__Instructions to follow__.
Lines from the listing that hold the string "leaves" are what you should return.

__Data in this exercise__.
========

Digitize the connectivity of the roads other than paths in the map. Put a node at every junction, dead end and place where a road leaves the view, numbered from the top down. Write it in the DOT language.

========

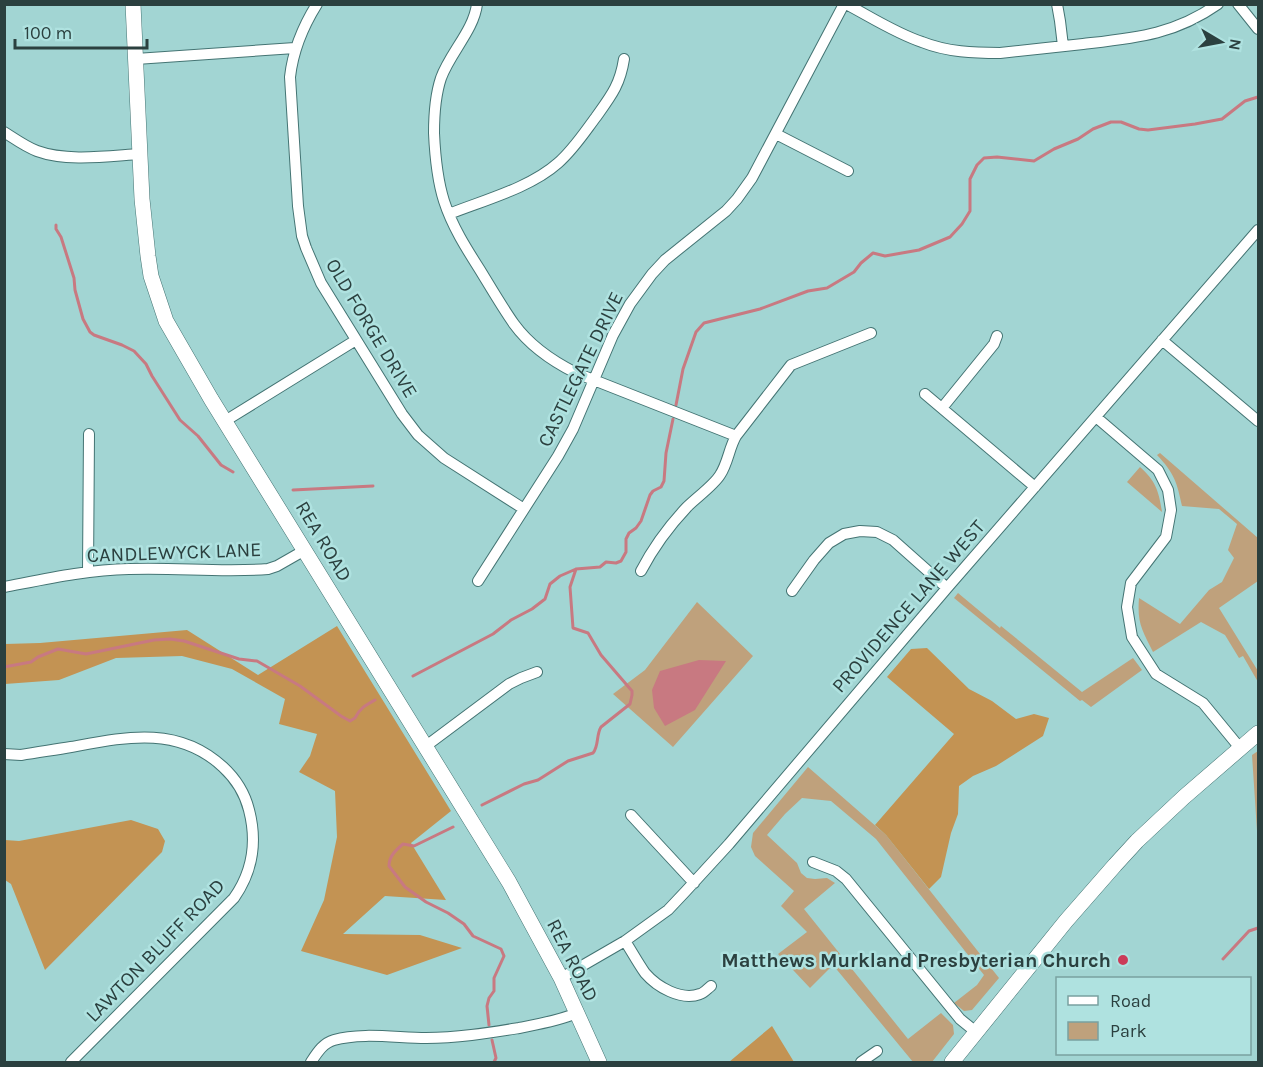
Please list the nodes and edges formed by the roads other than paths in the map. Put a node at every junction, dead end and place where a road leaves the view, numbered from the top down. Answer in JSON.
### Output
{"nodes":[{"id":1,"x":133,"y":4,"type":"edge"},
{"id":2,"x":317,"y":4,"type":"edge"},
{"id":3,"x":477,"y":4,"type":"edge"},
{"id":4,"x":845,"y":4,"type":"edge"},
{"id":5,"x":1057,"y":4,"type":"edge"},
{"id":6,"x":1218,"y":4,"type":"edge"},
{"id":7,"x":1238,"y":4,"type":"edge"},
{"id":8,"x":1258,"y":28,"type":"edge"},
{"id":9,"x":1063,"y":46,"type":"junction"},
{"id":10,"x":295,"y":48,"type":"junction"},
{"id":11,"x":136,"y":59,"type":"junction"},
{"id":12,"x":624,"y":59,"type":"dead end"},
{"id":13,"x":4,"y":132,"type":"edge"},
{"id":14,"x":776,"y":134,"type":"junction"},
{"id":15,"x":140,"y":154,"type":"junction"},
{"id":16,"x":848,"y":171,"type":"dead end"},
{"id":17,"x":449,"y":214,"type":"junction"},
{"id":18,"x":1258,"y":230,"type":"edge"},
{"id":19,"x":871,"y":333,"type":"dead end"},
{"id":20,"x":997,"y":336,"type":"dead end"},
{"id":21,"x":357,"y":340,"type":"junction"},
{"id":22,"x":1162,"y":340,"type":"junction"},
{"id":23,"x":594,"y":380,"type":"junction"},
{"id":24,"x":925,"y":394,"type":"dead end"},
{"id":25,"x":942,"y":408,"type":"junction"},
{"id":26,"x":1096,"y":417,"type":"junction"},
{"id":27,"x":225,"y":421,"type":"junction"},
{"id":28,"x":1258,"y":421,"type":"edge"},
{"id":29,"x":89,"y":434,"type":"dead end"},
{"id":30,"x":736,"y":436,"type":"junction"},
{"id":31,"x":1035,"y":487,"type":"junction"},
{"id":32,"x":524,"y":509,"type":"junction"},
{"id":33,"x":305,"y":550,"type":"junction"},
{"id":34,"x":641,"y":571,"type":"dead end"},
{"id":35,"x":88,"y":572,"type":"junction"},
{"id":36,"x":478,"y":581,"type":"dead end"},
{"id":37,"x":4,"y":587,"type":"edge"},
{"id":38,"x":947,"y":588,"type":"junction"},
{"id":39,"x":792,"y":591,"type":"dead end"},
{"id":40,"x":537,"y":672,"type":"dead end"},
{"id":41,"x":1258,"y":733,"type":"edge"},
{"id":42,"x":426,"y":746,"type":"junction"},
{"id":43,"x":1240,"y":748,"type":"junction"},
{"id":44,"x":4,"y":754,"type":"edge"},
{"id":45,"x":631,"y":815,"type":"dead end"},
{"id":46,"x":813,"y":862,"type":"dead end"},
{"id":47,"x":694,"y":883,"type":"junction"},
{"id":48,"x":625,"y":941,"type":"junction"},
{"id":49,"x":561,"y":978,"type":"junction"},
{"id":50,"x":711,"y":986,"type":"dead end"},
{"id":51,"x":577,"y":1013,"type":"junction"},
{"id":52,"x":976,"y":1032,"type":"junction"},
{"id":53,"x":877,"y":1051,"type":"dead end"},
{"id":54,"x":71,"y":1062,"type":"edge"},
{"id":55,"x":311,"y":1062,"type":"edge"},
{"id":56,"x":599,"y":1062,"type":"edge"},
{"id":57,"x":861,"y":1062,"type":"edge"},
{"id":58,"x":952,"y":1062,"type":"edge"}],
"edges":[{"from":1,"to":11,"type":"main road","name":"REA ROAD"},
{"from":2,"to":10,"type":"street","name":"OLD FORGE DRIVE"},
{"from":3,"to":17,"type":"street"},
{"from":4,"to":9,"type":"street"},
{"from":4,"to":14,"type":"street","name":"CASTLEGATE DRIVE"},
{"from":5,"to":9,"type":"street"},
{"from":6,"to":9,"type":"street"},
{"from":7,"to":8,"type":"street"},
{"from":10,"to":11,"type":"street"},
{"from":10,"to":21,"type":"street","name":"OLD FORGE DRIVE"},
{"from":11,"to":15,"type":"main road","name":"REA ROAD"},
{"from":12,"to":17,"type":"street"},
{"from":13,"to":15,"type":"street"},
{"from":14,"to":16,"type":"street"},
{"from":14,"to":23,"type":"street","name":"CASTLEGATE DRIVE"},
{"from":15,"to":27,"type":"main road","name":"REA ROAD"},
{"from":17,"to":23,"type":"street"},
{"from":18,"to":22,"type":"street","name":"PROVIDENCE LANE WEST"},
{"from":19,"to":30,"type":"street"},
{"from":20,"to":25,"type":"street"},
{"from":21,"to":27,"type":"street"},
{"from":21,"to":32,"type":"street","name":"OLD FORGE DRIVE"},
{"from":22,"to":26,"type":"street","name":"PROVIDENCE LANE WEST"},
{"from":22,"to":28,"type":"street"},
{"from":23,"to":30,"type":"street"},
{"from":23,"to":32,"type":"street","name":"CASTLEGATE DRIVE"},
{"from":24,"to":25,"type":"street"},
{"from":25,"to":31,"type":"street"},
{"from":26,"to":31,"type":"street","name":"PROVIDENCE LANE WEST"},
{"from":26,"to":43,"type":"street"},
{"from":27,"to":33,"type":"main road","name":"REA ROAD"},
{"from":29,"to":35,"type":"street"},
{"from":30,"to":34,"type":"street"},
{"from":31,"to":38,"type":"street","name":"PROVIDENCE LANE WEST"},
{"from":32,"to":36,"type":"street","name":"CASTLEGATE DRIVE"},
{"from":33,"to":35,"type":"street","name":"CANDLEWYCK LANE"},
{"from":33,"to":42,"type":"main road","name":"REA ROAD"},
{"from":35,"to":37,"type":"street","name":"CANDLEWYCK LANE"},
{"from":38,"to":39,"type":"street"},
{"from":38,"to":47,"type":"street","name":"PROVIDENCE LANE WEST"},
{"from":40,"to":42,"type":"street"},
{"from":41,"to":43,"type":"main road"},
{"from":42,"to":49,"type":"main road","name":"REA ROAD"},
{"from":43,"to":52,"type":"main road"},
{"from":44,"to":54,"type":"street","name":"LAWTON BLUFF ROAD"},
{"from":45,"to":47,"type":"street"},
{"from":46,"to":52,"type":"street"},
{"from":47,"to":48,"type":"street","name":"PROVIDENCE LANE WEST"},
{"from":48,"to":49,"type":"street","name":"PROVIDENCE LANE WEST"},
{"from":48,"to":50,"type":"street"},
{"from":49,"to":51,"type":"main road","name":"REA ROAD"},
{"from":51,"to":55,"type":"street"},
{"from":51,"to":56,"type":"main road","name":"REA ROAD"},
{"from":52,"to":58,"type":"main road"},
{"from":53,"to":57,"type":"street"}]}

========

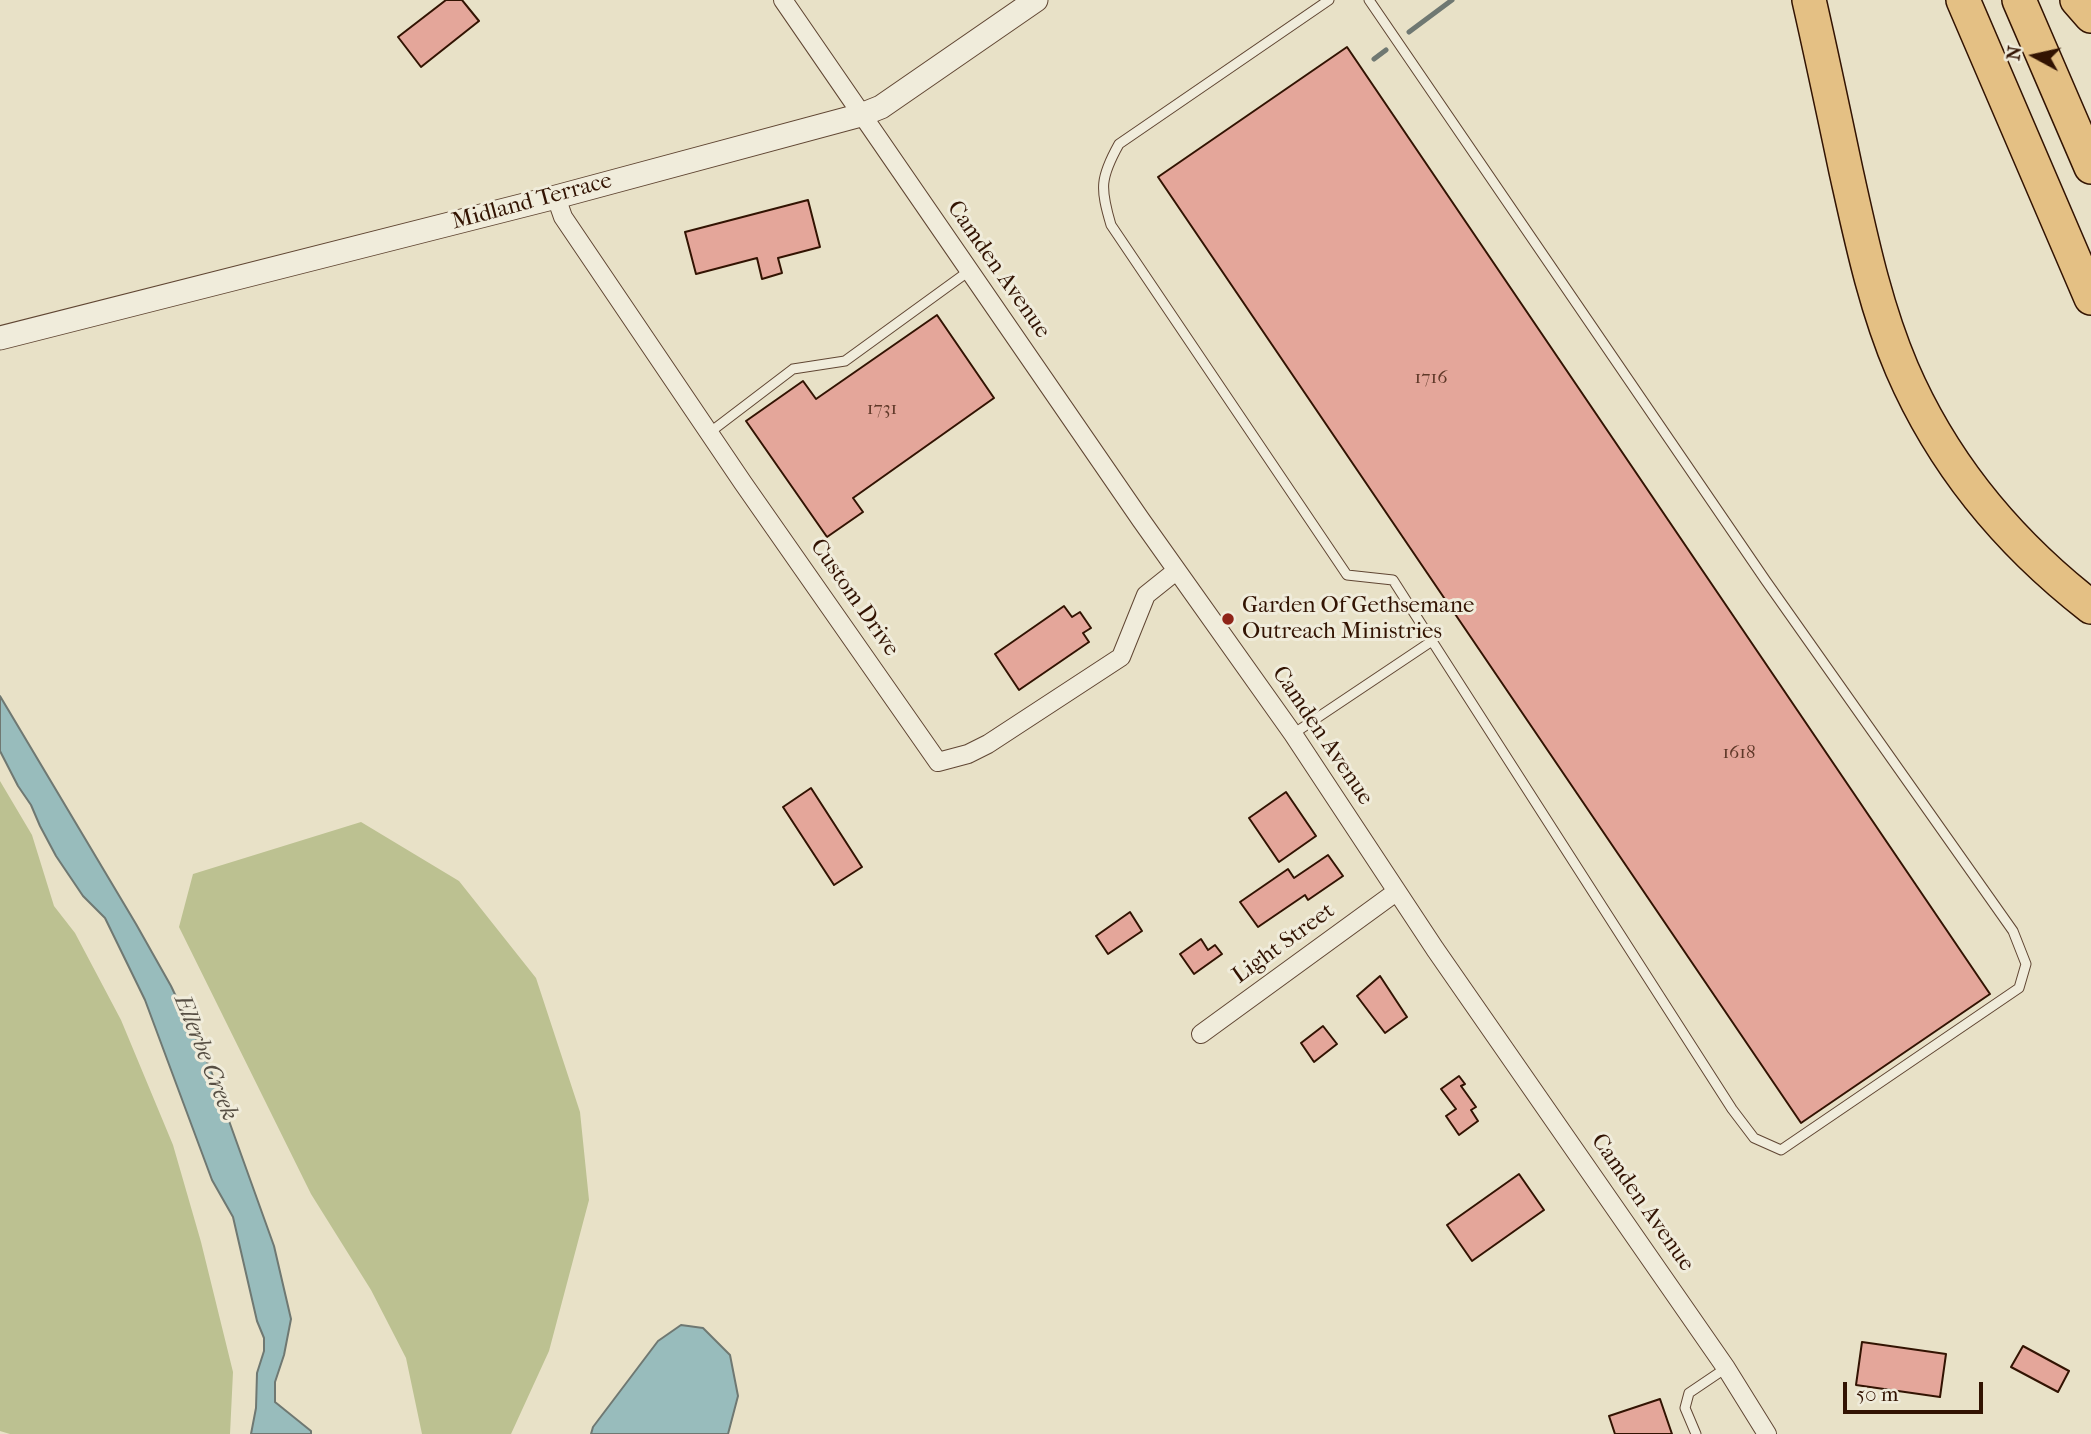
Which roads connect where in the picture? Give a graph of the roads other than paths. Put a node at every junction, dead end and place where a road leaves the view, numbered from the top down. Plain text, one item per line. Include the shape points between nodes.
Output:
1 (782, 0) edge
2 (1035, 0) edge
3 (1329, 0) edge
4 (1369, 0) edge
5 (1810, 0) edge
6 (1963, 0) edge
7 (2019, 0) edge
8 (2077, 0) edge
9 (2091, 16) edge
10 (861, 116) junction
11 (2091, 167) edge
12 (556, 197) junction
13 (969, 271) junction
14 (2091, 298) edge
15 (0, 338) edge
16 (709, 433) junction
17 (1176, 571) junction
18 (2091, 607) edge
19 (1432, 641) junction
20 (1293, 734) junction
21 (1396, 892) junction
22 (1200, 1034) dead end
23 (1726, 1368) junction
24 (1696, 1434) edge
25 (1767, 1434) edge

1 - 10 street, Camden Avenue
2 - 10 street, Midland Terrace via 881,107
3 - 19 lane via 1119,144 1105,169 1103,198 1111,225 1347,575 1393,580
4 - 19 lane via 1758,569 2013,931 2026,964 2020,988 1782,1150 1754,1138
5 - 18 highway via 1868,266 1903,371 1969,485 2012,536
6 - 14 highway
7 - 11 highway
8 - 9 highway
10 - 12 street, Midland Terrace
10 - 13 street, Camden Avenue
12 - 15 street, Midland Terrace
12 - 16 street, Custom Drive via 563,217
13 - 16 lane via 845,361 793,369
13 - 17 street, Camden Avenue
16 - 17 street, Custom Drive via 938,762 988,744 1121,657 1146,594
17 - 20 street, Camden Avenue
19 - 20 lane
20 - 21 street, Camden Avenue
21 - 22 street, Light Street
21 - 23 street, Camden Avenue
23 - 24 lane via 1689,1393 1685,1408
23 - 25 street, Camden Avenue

========

__Response for this exercise__.
Digitize the connectivity of the roads other than paths in the map. Put a node at every junction, dead end and place where a road leaves the view, numbered from the top down. Write it in the DOT language.
Please list the nodes and edges formed by the roads other than paths in the map. Put a node at every junction, dead end and place where a road leaves the view, numbered from the top down. Answer in JSON.
Which roads connect where in the picture? Give a graph of the roads other than paths. Put a node at every junction, dead end and place where a road leaves the view, numbered from the top down. Plain text, one item per line. Include the shape points between nodes.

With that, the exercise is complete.